__WHAT TO PRODUCE__
Write out every line below that contains "where".

__DATA FOR REVIEW__
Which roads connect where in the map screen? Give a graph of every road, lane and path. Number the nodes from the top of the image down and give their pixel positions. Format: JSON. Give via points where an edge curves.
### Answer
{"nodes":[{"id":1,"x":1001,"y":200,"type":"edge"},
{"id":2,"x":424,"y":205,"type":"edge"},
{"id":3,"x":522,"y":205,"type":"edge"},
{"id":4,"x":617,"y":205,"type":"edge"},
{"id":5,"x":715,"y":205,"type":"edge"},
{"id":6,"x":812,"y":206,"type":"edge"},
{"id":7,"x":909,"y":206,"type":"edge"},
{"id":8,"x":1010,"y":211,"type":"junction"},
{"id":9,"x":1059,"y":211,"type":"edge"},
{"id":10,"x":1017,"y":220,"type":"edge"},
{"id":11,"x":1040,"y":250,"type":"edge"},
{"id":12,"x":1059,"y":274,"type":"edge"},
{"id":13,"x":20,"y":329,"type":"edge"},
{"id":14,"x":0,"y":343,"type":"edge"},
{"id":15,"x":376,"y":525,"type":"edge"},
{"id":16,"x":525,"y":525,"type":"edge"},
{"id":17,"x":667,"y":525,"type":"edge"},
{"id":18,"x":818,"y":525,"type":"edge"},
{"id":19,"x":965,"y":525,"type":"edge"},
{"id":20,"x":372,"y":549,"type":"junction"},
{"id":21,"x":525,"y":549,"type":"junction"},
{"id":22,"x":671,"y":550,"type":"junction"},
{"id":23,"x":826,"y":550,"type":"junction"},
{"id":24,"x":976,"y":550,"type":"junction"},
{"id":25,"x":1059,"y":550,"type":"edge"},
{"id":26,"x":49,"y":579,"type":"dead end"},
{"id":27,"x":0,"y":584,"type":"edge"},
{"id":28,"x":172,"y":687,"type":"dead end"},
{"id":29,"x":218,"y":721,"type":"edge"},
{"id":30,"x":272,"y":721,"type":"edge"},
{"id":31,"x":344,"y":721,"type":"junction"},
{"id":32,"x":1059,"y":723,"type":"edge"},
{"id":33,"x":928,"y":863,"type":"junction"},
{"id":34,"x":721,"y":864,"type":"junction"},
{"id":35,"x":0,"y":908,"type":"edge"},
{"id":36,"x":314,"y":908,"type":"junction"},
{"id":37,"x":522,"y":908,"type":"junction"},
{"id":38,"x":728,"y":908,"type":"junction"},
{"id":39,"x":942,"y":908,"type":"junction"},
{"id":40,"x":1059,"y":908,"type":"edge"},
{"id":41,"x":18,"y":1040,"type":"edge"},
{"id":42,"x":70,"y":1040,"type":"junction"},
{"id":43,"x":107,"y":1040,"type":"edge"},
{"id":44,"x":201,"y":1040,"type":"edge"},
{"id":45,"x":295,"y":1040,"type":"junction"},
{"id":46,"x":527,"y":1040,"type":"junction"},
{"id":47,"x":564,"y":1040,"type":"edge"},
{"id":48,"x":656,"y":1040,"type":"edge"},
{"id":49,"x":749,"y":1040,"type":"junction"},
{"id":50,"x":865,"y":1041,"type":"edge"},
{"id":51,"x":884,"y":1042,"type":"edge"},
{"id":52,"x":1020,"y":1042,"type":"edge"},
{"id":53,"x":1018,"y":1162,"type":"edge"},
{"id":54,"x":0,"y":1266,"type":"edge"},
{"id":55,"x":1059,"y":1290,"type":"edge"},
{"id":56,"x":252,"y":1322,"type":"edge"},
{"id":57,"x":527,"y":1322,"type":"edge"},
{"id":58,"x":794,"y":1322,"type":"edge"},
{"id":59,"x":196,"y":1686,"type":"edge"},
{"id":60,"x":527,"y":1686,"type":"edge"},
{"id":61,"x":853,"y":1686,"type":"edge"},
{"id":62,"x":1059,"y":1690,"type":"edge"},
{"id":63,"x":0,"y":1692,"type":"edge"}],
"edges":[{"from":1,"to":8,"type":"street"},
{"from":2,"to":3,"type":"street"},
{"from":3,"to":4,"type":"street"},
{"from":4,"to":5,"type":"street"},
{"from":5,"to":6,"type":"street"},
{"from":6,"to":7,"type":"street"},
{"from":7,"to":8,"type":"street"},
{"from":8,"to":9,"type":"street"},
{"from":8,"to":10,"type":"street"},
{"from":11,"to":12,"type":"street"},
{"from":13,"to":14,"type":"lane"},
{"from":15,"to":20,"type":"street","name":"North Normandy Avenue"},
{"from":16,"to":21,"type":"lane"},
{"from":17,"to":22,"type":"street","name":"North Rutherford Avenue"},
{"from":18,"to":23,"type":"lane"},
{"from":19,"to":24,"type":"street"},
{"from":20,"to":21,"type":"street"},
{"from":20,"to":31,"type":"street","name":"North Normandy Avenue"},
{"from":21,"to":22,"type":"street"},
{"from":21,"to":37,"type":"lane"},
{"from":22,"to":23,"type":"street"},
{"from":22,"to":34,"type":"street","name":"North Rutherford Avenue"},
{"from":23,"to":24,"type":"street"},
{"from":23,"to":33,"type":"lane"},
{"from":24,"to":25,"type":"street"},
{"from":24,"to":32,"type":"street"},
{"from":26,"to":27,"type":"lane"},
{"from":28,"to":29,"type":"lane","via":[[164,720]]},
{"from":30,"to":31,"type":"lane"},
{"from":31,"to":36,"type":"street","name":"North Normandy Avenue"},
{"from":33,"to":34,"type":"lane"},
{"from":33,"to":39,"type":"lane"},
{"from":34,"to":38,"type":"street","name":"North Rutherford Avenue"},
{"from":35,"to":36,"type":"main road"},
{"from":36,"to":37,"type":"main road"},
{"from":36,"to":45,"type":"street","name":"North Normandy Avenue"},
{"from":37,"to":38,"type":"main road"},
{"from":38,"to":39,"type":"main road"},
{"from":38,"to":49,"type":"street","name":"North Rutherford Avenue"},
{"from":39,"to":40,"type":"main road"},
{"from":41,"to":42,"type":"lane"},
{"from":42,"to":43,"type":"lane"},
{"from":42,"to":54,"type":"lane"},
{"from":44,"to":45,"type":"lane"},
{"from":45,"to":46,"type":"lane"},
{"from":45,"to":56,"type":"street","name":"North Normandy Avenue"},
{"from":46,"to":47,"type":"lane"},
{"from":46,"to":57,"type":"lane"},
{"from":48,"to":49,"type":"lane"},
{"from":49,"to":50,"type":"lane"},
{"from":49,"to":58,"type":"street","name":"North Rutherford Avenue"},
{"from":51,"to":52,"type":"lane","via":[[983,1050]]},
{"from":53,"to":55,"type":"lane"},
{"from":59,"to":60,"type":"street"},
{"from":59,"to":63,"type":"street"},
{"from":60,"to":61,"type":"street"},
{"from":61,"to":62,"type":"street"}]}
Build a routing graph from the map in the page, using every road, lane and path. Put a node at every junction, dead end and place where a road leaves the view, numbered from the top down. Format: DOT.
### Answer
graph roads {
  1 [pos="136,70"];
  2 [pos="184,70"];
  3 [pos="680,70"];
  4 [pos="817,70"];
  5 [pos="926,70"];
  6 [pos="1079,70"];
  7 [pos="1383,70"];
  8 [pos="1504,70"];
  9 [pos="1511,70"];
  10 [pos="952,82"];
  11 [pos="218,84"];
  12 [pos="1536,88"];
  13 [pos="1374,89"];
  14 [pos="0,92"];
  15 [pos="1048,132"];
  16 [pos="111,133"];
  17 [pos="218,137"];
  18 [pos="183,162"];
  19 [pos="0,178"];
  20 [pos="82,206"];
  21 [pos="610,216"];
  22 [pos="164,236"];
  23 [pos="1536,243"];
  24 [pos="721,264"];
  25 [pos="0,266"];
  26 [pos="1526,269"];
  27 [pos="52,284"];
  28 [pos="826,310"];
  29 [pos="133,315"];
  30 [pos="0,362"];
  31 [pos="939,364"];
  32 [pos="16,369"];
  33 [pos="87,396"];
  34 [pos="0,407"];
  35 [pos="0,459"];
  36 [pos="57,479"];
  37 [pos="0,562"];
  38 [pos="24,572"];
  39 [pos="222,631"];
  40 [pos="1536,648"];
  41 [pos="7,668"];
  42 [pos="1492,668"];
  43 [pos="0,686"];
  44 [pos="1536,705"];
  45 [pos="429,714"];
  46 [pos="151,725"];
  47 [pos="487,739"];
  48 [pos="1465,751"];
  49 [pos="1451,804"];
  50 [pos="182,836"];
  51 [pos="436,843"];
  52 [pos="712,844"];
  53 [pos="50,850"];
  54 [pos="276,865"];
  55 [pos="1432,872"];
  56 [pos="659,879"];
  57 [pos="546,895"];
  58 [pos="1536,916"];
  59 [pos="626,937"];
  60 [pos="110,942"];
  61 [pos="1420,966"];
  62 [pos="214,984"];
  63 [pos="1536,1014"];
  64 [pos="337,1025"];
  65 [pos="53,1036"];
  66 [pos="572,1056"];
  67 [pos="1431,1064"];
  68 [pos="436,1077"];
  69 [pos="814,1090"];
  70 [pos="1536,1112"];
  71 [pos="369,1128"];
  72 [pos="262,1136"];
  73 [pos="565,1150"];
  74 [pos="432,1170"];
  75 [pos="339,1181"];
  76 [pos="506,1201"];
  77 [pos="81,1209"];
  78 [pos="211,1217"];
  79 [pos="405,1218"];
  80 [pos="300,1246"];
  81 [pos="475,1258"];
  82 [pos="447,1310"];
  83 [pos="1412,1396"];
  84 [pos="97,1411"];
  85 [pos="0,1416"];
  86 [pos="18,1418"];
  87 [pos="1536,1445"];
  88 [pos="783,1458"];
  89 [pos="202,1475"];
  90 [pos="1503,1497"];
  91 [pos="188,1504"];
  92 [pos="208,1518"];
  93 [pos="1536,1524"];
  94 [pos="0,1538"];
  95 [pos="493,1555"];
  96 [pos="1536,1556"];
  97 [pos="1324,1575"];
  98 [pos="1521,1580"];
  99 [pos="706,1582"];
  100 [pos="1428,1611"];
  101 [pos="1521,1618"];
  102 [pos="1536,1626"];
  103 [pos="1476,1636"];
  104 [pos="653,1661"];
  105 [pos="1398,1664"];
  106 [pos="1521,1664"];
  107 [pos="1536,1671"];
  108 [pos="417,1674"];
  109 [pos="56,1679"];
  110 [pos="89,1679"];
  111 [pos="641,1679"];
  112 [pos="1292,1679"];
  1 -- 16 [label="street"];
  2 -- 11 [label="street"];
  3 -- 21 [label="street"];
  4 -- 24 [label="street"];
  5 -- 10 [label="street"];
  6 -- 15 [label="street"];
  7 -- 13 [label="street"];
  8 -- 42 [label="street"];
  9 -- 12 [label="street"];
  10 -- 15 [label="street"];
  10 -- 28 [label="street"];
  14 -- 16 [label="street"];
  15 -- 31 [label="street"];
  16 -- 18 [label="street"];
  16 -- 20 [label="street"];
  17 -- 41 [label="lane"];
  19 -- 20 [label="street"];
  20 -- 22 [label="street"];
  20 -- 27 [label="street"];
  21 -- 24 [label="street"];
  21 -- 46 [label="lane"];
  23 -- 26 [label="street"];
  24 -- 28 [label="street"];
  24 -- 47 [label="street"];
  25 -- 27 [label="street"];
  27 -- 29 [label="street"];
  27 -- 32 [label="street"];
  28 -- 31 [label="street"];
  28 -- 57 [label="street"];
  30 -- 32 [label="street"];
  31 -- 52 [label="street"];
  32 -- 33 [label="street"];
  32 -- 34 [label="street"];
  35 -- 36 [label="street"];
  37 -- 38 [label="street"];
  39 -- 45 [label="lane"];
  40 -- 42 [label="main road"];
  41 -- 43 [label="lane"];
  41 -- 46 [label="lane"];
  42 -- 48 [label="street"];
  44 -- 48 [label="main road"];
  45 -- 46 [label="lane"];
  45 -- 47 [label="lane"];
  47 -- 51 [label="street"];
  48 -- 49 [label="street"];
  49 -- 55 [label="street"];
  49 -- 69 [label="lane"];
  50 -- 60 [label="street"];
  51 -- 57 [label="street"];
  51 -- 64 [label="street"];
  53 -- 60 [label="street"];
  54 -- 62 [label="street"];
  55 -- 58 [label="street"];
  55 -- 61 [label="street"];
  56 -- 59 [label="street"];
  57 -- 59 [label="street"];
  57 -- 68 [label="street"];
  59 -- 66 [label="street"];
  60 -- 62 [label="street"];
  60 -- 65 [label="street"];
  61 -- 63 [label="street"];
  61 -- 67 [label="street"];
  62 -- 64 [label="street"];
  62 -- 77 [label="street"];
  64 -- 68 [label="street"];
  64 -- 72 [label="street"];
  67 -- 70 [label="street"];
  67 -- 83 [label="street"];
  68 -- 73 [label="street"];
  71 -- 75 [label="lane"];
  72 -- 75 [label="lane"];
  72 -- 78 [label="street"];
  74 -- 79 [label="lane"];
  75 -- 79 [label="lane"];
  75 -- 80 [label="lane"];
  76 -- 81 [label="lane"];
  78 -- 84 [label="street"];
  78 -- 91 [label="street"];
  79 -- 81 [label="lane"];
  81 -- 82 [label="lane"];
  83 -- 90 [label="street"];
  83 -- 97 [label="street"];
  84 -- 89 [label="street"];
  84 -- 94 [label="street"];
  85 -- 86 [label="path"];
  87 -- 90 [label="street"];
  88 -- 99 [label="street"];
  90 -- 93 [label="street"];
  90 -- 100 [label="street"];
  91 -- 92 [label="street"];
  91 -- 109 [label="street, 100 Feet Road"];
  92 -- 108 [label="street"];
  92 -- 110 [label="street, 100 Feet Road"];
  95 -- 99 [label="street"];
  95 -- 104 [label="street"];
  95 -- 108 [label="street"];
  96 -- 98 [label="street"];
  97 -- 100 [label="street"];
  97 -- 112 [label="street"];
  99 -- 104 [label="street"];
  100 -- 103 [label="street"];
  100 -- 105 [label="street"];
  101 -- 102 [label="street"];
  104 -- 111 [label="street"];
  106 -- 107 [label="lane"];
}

__SOLUTION BELOW__
Which roads connect where in the map screen? Give a graph of every road, lane and path. Number the nodes from the top of the image down and give their pixel positions. Format: JSON. Give via points where an edge curves.
Build a routing graph from the map in the page, using every road, lane and path. Put a node at every junction, dead end and place where a road leaves the view, numbered from the top down. Format: DOT.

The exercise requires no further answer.